> **Exercise prompt**:
Pull out every line below that contains the word "NUNES".

> **Records shown**:
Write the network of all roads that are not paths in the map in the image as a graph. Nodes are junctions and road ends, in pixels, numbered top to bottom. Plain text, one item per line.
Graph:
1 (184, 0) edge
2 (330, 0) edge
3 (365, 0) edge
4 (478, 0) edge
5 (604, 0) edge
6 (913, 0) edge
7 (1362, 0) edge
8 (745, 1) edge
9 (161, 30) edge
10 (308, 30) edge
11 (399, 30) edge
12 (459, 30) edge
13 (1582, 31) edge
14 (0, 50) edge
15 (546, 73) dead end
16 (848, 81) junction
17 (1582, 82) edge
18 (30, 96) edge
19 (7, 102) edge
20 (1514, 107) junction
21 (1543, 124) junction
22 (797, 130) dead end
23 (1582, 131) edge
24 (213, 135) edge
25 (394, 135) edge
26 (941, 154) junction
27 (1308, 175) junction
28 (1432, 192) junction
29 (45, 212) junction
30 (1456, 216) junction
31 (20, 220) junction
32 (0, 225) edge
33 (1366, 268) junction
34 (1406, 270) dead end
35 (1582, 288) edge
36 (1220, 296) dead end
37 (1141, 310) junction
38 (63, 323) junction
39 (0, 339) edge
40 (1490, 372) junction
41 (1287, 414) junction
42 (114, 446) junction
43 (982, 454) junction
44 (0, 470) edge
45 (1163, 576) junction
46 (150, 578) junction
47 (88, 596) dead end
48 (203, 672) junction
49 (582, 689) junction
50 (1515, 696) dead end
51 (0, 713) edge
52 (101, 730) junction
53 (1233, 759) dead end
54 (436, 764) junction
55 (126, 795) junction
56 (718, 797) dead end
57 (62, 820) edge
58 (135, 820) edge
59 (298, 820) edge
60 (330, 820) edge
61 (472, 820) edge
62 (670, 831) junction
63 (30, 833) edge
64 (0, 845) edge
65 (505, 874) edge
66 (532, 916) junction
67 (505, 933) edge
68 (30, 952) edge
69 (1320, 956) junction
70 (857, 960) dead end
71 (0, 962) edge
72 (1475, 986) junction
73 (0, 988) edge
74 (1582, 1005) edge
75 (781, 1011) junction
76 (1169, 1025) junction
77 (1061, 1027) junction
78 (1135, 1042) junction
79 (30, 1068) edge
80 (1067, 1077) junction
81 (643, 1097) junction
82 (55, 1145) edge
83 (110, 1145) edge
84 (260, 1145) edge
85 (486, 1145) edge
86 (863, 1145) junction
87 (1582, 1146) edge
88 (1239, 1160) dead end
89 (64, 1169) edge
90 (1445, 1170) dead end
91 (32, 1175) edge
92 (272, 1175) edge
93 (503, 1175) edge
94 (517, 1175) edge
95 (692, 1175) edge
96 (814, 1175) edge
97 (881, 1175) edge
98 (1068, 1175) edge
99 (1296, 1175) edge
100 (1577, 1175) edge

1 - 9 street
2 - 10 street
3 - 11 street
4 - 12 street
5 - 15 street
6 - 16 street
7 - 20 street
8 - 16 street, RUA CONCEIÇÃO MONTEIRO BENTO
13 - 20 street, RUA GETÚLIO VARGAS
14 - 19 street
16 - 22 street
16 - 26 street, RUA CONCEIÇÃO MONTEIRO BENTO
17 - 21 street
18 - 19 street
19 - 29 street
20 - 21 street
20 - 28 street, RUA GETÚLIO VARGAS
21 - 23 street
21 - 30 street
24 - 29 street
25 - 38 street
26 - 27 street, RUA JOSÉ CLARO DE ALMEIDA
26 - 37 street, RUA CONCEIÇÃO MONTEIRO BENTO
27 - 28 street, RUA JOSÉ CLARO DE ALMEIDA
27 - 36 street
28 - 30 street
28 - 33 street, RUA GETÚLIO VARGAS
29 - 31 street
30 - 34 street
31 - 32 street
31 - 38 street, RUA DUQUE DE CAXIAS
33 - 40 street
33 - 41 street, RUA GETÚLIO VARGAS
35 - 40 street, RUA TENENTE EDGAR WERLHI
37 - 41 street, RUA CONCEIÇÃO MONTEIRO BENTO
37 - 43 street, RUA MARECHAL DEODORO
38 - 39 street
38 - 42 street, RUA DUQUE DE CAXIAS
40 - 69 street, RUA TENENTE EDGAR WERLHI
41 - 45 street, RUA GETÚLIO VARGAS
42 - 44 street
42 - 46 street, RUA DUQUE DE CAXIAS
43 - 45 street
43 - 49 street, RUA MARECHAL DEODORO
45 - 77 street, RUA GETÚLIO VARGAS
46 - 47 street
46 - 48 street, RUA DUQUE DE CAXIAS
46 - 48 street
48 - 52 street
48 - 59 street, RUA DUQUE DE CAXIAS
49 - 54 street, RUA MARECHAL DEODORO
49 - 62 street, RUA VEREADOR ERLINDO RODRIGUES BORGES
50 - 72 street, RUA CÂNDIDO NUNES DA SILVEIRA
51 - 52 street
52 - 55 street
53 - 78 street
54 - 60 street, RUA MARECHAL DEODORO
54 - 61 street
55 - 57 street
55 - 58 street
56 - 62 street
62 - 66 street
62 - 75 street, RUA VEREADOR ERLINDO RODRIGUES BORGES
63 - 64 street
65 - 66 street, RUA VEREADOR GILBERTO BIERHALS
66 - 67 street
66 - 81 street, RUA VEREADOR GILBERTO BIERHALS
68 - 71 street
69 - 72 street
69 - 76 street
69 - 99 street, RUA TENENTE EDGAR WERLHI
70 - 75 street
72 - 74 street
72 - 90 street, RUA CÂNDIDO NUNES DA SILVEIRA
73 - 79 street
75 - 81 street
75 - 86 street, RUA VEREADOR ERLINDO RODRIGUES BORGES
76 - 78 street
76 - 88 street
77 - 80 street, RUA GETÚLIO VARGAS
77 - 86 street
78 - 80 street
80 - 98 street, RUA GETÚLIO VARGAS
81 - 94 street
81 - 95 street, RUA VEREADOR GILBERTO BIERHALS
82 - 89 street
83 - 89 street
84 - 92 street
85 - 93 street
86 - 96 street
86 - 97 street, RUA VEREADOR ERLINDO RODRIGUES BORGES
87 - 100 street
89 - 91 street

> **Your response**:
50 - 72 street, RUA CÂNDIDO NUNES DA SILVEIRA
72 - 90 street, RUA CÂNDIDO NUNES DA SILVEIRA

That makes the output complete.